Factors for this immigration wave[]

The overwhelming victory of Israel during the Six-Day War, brought to a turn in the thinking of the Jews of the USSR. The victory increased their feeling of national pride amongst them. Furthermore, it increased their feeling of alienation with the USSR, which had a pact with the Arab states during the course of the war. After the war the Soviet Jews started to send letters to the Soviet authorities in demand of letting them immigrate to Israel. Except for the arousal of the national emotions amongst the Jews of the USSR, there were also additional reasons for them to choose to immigrate:

  1. Jews were discriminated against in higher education institutions (in a policy known as Numerus clausus), government institutions, and in professional advancement.
  2. Anti-semitism and anti-Zionistic propaganda was common in Soviet mass media.
  3. Many Jews were dissatisfied with the political and economical.
  4. Increased nationalism among Soviet nations made some Jews consider their right for a national identity.
  5. There was increased communication between Soviet Jews and Jews worldwide.

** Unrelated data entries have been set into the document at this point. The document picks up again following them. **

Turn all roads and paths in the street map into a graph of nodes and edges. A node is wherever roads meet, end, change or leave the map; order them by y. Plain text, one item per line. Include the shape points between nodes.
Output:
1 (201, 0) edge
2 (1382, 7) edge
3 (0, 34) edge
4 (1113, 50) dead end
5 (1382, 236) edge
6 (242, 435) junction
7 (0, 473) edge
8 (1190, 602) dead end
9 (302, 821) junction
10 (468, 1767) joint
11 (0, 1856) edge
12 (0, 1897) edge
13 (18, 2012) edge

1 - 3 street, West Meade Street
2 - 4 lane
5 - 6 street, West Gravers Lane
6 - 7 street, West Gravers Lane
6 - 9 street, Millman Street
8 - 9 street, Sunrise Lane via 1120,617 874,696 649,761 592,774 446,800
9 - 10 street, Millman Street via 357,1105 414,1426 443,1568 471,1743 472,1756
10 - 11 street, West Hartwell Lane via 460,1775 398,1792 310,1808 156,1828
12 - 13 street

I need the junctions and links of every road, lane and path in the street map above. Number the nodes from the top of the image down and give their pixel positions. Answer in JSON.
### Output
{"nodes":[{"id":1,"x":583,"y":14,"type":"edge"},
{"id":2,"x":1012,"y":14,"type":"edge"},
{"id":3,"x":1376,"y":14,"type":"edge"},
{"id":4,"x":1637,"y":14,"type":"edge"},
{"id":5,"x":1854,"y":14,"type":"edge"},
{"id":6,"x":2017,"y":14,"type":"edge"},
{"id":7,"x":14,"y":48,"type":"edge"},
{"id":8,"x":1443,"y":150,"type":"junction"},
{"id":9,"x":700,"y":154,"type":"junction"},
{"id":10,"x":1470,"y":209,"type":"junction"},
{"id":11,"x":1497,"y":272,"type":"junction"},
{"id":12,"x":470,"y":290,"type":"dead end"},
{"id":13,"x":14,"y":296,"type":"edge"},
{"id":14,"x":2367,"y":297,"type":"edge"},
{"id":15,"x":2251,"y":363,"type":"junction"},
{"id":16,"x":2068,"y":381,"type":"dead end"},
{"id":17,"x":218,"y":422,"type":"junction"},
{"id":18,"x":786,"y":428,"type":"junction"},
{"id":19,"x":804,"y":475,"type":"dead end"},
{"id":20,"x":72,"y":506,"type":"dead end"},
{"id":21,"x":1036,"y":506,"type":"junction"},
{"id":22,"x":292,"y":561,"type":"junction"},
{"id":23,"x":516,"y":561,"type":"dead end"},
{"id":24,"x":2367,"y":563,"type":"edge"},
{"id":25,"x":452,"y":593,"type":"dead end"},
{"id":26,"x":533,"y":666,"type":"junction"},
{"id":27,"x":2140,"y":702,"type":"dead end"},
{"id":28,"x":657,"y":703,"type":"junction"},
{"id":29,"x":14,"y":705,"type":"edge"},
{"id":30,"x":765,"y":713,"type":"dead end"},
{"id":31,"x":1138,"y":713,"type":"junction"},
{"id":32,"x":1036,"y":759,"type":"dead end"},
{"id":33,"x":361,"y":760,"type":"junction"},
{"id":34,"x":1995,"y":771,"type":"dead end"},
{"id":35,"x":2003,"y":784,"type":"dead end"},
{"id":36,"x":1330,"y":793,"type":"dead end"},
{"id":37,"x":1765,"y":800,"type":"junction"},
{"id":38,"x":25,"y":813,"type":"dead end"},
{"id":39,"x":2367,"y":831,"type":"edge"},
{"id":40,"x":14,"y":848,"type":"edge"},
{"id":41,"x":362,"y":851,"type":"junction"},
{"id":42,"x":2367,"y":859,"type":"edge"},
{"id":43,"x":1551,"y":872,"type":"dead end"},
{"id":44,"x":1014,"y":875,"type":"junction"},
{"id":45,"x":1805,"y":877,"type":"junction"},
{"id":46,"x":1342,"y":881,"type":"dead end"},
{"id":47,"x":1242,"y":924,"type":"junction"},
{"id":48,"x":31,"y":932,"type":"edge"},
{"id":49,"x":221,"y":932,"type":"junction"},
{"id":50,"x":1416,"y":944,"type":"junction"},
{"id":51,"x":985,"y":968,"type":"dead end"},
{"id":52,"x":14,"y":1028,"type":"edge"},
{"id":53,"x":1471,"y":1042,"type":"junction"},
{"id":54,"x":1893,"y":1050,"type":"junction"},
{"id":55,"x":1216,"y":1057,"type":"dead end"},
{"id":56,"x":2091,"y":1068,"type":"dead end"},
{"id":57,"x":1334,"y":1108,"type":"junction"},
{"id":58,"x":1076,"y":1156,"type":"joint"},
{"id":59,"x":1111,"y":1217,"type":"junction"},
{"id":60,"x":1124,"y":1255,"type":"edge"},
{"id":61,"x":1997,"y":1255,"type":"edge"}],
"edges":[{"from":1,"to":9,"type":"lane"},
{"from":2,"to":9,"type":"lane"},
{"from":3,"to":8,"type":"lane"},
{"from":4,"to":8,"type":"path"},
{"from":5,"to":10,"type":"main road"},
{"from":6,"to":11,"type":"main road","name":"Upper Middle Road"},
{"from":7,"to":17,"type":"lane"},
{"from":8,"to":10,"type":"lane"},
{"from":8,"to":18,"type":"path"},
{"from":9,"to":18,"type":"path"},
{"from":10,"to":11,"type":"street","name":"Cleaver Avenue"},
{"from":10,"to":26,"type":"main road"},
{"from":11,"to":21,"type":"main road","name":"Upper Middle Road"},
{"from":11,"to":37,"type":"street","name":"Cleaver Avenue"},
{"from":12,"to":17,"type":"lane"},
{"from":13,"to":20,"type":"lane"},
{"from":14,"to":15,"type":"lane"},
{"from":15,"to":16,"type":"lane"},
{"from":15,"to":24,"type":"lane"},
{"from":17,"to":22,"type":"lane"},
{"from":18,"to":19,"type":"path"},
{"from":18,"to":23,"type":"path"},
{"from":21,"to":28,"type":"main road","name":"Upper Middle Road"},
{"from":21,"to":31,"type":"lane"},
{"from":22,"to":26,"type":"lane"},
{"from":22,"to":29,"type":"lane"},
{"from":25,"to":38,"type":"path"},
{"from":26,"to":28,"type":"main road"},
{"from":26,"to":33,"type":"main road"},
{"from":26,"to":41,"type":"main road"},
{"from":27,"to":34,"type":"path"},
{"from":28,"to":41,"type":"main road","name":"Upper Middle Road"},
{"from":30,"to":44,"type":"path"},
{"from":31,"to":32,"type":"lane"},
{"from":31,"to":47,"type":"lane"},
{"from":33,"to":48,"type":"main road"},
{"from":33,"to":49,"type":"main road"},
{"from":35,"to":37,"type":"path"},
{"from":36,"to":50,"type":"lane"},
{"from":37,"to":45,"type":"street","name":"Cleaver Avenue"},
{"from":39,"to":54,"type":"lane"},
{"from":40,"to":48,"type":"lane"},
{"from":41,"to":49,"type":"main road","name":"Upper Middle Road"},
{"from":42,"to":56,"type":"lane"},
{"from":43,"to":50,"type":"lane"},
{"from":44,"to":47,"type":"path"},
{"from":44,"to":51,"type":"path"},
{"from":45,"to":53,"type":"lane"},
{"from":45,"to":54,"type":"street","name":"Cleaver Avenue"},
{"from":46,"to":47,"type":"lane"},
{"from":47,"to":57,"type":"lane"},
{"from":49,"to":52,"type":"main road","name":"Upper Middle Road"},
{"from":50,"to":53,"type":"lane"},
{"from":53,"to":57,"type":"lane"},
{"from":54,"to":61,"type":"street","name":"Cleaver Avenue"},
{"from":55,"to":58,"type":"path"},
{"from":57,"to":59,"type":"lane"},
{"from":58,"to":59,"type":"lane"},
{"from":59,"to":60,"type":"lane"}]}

The absorption of the immigration wave[]

During the 1970s, about 163,000 people immigrated to Israel from the USSR, when the majority of the immigration wave happened actually between the years 1969 to 1973. In comparison with the other immigrants who immigrated to Israel during the same period of time, it is report that the immigrants of the USSR felt a strong belonging, Israeli empathy, and a strong feeling that they would remain in Israel. On the occupational point of view, those immigrants started working in full-time jobs and in jobs similar to the jobs they had in the USSR. But in comparison to the immigrants which arrived from the western developed countries, a smaller percent of the USSR immigrants reported that they are unsatisfied from their jobs. In the aspect of finding a job, only one third from the workers claimed that the state helped them finding work. From the social point of view, the immigrants from the USSR tended to generate more social connections with new immigrants like them than with the locals natives. The USSR immigrants during those years felt that the acquisition of the Hebrew language was important almost as finding housing and employment, and therefore they put it in a high priority. Special Hebrew Language schools (“Ulpan”) were set up by the country and available for free for the immigrants, which helped them acquire the Hebrew language. In the field of the housing most of the immigrants felt that the conditions weren’t worse from the housing conditions they had in the USSR and a small part even felt an improvement from the level of the housing in Israel in comparison to the USSR. When arriving Israel, the immigrants settled in a variety of cities such as: Petah Tikva, Hadera, Nes Tziona, Beer Sheva, Tiberias and Netanya. It is highly likely that the absorption of the USSR immigrants was much better than the absorption of other immigrants during the same time period. By the same token there is to point out that the immigrants who lived mixed neighborhoods with the native Israelis were better absorbed than those who lived in neighborhoods consisting of only immigrants. The immigrants whom lived in the mixed neighborhoods with the native Israelis and were more involved with the veteran Israelis, learned the language faster, and social mixing was more prevalent.

See also[]

  • Refusenik (Soviet Union)
  • Dymshits-Kuznetsov hijacking affair
  • History of the Jews in Russia and the Soviet Union
  • Aliyah from the Commonwealth of Independent States in the 1990s

References[]

  1. History of Dissident Movement in the USSR by Ludmila Alekseyeva. Vilnius, 1992 (in Russian)

External links[]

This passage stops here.